Network sociali, YouTube, remix dei contenuti. In rete vince chi riesce a trovare il giusto compromesso tra apertura e controllo della comunicazione. Come Barack.
«Questa sarà l'elezione di internet!» Saranno ormai quasi 10 anni che ogni elezione presidenziale Usa qualcuno salta su dalla sedia tutto eccitato e lo afferma con decisione: finalmente un nuovo media sancirà la fine della era di dominazione televisiva della politica. E dopo quasi 10 anni va a finire che questa è la volta buona. Sono in molti oggi ad affermare che la rete, oltreoceano, sia ormai politicamente matura – sia in termini di comunicazione che di informazione e partecipazione. Ma davvero il tubo catodico è destinato a finire impolverato nelle cantine dei Palazzi, sostituito dal web nel ruolo di "consacratore" elettorale del potere?
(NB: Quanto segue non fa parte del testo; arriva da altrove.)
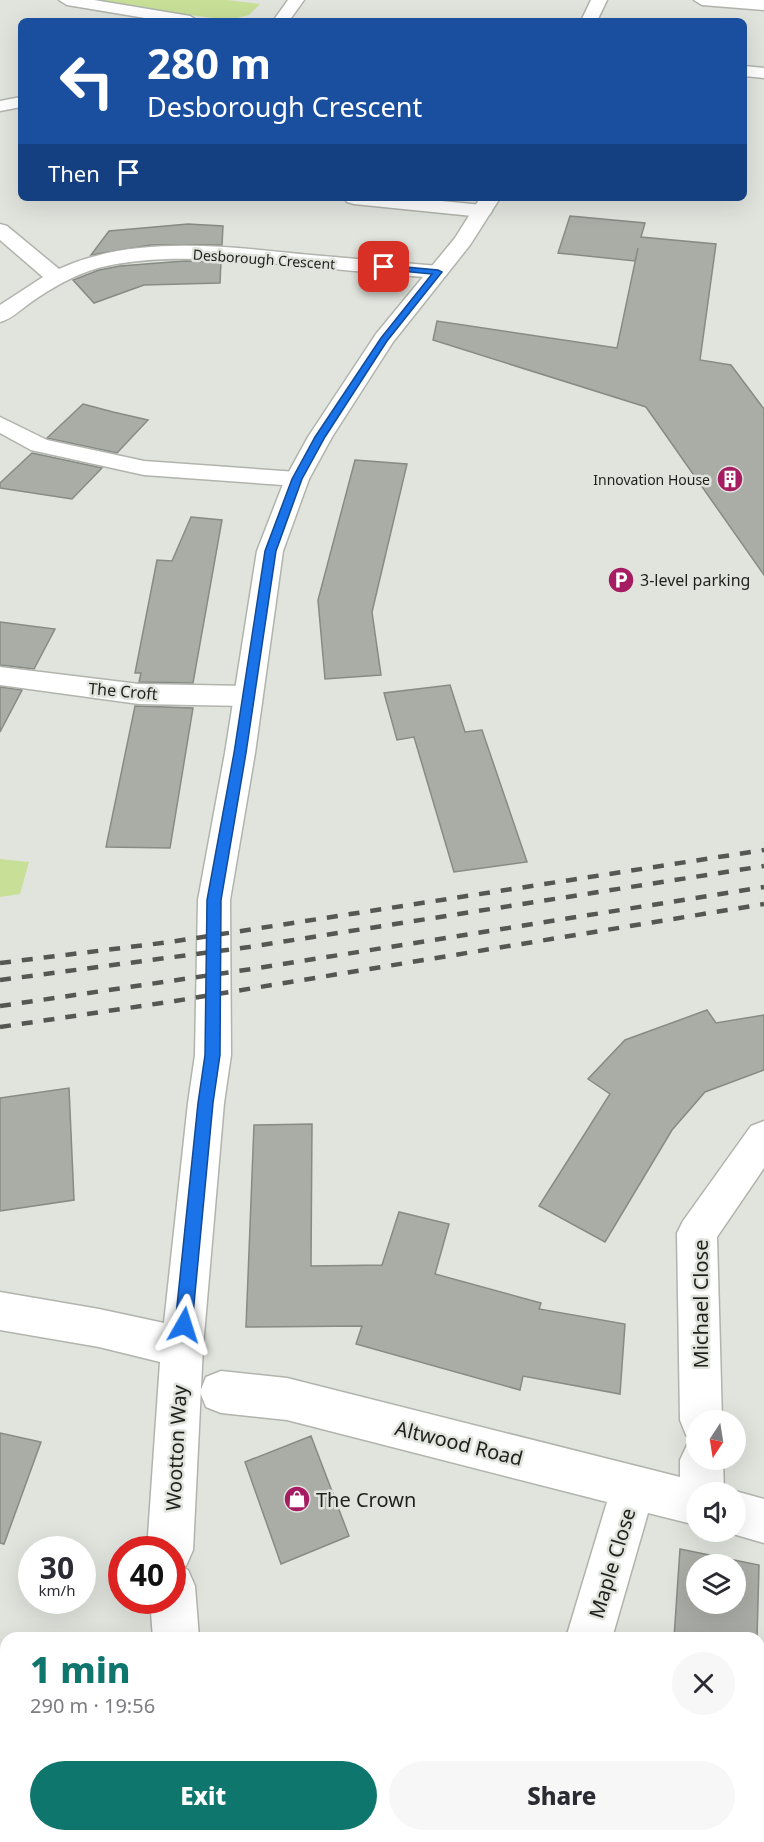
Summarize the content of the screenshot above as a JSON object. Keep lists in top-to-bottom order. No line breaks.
{"streets":{"street":["Desborough Crescent","The Croft","Michael Close","Altwood Road","Wootton Way","Maple Close"]},"crossings":[["Desborough Crescent","Wootton Way"],["The Croft","Wootton Way"],["Altwood Road","Maple Close"]],"places":{"building":["Innovation House"],"parking":["3-level parking"],"shop":["The Crown"]},"north":"bottom","page":{"turn":["280 m","Desborough Crescent"],"then":"Then","speed":"30 km/h","limit":"40","heading":["1 min","290 m · 19:56"],"buttons":["Exit","Share"]}}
L'era della politica televisiva inizia nel 1960 proprio in America, quando John Kennedy, un giovane e sorridente democratico, si scontra in un dibattito con un imbarazzato Richard Nixon con la fronte imperlata (pare a causa delle forti luci alogene dello studio). Quel 1960 segnò una frattura; un prima e un dopo. Perché le elezioni le vinse – inaspettatamente – il candidato che dimostrò di saper usare con naturalezza la televisione, che in quel momento si stava imponendo come il media "da salotto" degli americani. Da allora la tv continua a fare e disfare candidati e presidenti; assorbe risorse e soldi in misura crescente; pretende trasparenza e disponibilità, dando al massimo in cambio qualche spezzone nei notiziari. Un king-maker che, fino alla comparsa di un giovane ecosistema mediale arrogante e sbarazzino di nome internet, non aveva praticamente avversari di livello.
Prima del 2000, gli unici ad interessarsi del mondo online erano le aziende produttrici di bolle (finanziarie, ovviamente). Nel 2000 è John McCain a sperimentare per primo e con successo quello che oggi è uno dei talenti riconosciuti della web-politica: la raccolta fondi. Il 2004, invece, è l'anno di Howard Dean, semi-sconosciuto senatore del Vermont che osa una campagna sui generis fatta quasi tutta con l'appoggio della arrembante blogosfera politica. Ma perde. Sempre nel 2004, George Bush e John Kerry esplorano le potenzialità più tradizionali di internet. Vengono prodotti i primi spot elettorali da distribuire solo sul web. C'è un tentativo di assimilazione del linguaggio televisivo all'interno dell'ambiente di rete: il vecchio media, pur di non essere accantonato, prova a scendere a patti. Dopo quattro anni, oggi, internet è di nuovo cambiata; e l'impatto di piattaforme video come YouTube si fa sentire. In molti, infatti, parlano di "youtubizzazione" della politica. Alcuni forse sperano in una campagna in cui YouTube sostituisca la tv ma tutto, in fondo, rimanga come prima.